Looks like they are rolling this out in Chicago as well. Gotten 2 emails in the past week about this program starting at certain warehouses here, but not all of them yet.


----------



## oicu812 (Aug 29, 2016)

Probably rolling out to the cities with the most fake IDs first.


----------



## Ted L. (Jun 8, 2017)

OJL said:


> They just implemented this in Philly and blocks opened up like the Red Sea. Lol. People really were out here scamming to get blocks, like the $72 Amazon pays is a shitload of money or something. Back to Uber/ Lyft they go. Let us LEGIT account holders make our crumbs peacefully.


I got the email for DPH2 only but i haven't seen a noticeable change in available blocks. I've never done DPH1 and didn't get any notification regarding DEW4.


----------



## UberPasco (Oct 18, 2015)

Tampa/St Pete starts tomorrow.


----------



## bacchustod (Jan 24, 2017)

UberPasco said:


> Tampa/St Pete starts tomorrow.


Started today in Columbus as well.


----------



## oicu812 (Aug 29, 2016)

I see one potential problem with the DL scanning. Rarely if ever do the workers matches the picture on the DL with the driver.


----------



## OJL (Jun 10, 2017)

Ted L. said:


> I got the email for DPH2 only but i haven't seen a noticeable change in available blocks. I've never done DPH1 and didn't get any notification regarding DEW4.

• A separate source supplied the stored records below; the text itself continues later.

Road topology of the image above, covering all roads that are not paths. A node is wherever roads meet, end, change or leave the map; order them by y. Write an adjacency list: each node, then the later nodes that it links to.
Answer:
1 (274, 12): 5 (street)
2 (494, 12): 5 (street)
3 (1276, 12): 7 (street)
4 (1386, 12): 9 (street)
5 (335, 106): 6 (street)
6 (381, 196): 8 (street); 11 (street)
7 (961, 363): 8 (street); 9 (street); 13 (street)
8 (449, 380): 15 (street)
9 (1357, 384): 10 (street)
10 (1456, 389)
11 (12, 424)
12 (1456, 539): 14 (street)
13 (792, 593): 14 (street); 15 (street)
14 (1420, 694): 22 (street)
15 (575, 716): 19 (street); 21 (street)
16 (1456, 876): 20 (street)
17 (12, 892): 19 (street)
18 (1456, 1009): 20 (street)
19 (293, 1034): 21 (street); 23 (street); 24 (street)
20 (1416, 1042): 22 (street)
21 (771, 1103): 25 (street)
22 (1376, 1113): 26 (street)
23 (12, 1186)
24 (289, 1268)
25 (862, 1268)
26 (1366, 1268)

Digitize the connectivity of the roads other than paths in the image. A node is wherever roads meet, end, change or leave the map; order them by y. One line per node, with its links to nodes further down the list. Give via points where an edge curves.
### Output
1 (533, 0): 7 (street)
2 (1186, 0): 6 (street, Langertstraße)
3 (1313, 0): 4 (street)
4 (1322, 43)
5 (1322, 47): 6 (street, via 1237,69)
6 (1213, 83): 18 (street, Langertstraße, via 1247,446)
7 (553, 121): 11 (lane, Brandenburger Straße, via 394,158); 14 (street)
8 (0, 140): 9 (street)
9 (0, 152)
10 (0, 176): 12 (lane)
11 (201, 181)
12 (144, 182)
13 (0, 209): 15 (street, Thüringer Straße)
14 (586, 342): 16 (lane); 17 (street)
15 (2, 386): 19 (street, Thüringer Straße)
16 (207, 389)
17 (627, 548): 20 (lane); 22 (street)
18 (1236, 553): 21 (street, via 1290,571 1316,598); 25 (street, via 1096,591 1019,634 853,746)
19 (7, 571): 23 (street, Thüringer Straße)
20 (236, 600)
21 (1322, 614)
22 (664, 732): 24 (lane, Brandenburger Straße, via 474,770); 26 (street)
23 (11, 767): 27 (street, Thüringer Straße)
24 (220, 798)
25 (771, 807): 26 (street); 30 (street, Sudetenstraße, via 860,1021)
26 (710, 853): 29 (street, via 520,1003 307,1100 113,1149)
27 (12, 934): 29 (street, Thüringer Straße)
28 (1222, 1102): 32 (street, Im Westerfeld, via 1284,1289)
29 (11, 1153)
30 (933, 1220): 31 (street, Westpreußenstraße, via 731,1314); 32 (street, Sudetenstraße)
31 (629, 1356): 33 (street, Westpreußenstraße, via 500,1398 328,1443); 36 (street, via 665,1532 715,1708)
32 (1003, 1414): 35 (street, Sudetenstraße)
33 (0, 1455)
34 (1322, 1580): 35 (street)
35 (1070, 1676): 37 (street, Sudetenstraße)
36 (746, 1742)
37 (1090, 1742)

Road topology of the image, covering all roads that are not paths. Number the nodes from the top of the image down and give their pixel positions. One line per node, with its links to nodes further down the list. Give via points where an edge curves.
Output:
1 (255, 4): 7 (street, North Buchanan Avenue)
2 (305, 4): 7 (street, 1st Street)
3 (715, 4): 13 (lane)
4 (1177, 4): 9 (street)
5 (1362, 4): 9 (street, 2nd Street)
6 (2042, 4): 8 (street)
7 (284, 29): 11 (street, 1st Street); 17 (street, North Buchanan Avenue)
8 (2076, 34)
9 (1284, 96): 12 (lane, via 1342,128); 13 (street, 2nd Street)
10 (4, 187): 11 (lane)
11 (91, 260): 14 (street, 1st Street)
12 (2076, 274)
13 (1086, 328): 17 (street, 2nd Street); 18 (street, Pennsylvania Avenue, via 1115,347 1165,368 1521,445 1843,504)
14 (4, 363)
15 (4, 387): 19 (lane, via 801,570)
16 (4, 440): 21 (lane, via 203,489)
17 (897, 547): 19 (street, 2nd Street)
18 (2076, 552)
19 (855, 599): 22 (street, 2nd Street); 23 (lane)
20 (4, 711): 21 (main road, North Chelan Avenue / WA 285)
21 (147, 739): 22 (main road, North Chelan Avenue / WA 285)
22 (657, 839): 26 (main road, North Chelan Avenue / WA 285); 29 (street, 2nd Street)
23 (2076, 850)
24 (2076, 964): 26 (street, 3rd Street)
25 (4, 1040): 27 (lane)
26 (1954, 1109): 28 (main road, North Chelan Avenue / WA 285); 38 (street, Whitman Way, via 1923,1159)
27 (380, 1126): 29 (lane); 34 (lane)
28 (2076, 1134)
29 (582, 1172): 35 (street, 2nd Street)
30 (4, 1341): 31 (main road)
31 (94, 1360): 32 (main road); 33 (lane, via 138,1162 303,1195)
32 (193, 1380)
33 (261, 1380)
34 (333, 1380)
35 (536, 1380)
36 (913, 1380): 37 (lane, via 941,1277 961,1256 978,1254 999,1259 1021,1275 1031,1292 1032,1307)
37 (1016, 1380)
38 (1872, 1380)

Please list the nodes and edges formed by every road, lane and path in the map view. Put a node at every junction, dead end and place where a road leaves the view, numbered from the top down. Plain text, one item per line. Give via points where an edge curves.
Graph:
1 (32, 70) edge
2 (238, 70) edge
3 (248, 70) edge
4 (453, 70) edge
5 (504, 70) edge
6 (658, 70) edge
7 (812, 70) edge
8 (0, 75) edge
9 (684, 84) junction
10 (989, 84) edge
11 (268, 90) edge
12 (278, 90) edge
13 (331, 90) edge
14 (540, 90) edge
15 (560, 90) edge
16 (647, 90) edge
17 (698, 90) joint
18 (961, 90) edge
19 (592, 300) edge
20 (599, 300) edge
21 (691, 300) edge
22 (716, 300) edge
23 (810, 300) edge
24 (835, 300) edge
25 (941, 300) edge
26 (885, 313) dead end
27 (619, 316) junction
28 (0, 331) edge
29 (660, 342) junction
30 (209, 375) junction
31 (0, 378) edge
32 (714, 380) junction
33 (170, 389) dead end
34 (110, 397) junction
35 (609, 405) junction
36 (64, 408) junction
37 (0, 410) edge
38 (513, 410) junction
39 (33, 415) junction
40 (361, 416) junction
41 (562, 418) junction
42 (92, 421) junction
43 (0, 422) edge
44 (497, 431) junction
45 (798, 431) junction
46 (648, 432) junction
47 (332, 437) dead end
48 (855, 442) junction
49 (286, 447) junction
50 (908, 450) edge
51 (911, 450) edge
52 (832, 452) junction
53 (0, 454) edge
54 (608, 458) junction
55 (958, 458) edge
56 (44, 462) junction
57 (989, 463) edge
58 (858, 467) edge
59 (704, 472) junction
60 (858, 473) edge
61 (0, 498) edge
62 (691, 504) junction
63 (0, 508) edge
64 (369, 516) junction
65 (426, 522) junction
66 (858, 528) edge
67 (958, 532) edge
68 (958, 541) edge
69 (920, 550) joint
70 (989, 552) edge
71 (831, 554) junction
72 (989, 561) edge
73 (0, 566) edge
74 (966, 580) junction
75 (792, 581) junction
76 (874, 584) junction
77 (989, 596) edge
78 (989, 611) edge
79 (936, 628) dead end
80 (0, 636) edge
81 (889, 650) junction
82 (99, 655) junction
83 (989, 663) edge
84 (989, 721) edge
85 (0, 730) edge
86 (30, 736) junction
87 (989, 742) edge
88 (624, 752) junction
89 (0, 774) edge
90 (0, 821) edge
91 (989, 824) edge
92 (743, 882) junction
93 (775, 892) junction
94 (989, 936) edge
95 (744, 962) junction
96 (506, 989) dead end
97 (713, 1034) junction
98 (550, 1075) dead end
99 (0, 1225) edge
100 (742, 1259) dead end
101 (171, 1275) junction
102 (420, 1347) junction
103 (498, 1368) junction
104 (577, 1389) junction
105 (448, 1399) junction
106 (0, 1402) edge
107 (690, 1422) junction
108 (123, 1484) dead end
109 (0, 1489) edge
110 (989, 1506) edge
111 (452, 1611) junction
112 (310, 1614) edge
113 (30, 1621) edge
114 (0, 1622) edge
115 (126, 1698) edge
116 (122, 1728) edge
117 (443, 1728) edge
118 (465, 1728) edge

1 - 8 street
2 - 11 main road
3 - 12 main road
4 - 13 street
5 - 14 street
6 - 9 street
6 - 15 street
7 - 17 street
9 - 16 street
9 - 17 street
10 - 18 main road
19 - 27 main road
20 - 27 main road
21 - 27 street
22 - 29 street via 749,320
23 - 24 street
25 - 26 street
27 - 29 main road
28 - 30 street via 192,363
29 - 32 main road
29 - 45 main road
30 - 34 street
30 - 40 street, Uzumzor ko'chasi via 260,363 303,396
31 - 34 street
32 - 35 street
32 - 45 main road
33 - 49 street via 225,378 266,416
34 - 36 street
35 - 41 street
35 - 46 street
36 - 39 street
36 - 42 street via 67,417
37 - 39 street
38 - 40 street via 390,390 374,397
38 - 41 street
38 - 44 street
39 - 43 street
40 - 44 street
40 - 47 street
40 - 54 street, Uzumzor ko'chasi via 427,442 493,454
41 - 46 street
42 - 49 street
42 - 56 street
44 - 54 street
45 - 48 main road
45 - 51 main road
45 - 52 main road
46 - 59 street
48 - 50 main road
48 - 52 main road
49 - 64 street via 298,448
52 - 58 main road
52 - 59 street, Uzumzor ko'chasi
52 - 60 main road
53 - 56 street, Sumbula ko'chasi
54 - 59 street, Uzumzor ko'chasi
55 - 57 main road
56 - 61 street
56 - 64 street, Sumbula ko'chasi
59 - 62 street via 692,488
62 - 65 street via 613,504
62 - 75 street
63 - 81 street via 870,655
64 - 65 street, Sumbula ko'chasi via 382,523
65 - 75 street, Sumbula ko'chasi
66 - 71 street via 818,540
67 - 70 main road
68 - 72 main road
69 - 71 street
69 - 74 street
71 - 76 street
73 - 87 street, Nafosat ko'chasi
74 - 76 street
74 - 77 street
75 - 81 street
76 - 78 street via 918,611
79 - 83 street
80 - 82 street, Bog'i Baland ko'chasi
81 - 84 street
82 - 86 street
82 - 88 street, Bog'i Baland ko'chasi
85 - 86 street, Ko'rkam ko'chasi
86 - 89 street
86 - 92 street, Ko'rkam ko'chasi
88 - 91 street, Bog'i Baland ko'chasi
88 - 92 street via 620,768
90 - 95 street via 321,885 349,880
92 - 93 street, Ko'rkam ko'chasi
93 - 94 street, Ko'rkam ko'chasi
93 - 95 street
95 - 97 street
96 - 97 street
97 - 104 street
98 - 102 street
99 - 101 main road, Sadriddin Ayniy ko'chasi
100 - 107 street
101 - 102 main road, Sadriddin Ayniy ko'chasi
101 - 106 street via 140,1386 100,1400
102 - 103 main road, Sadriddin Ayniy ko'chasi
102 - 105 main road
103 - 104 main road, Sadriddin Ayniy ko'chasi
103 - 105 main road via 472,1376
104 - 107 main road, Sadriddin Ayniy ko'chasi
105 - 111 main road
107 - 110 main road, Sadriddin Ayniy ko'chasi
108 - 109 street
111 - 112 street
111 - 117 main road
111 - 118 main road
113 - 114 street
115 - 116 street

I have. Maybe you need to come up with a better strategy to obtain blocks. I've gotten a block everyday for the past 3 weeks. Not just the shitty ones either. Haven't had to tap as fast to secure them. Also, not seeing as many different faces. Starting to see the same people. Things definitely changed some. Even a little change is better than having a bunch of scammers stealing work!


----------



## UberPasco (Oct 18, 2015)

Witnessed 2 people get rejected for wrong D/L today. Also someone got deactivated for bypassing the system using the computer terminal when workers weren't looking. It's a glorious day in Tampa!


----------



## wb6vpm (Mar 27, 2016)

Hate to say it, but it didn’t change anything at DLA5, still hard as heck to get blocks.


----------



## Flex89 (Jun 12, 2016)

It's almost like for every driver it get rid of, Amazon will find another to replace them with...


----------



## oicu812 (Aug 29, 2016)

wb6vpm said:


> Hate to say it, but it didn't change anything at DLA5, still hard as heck to get blocks.


It's because DLA5 is isolated from all the other warehouses. They should put DLA5, ZLA3 and maybe DLA7 into one region.


----------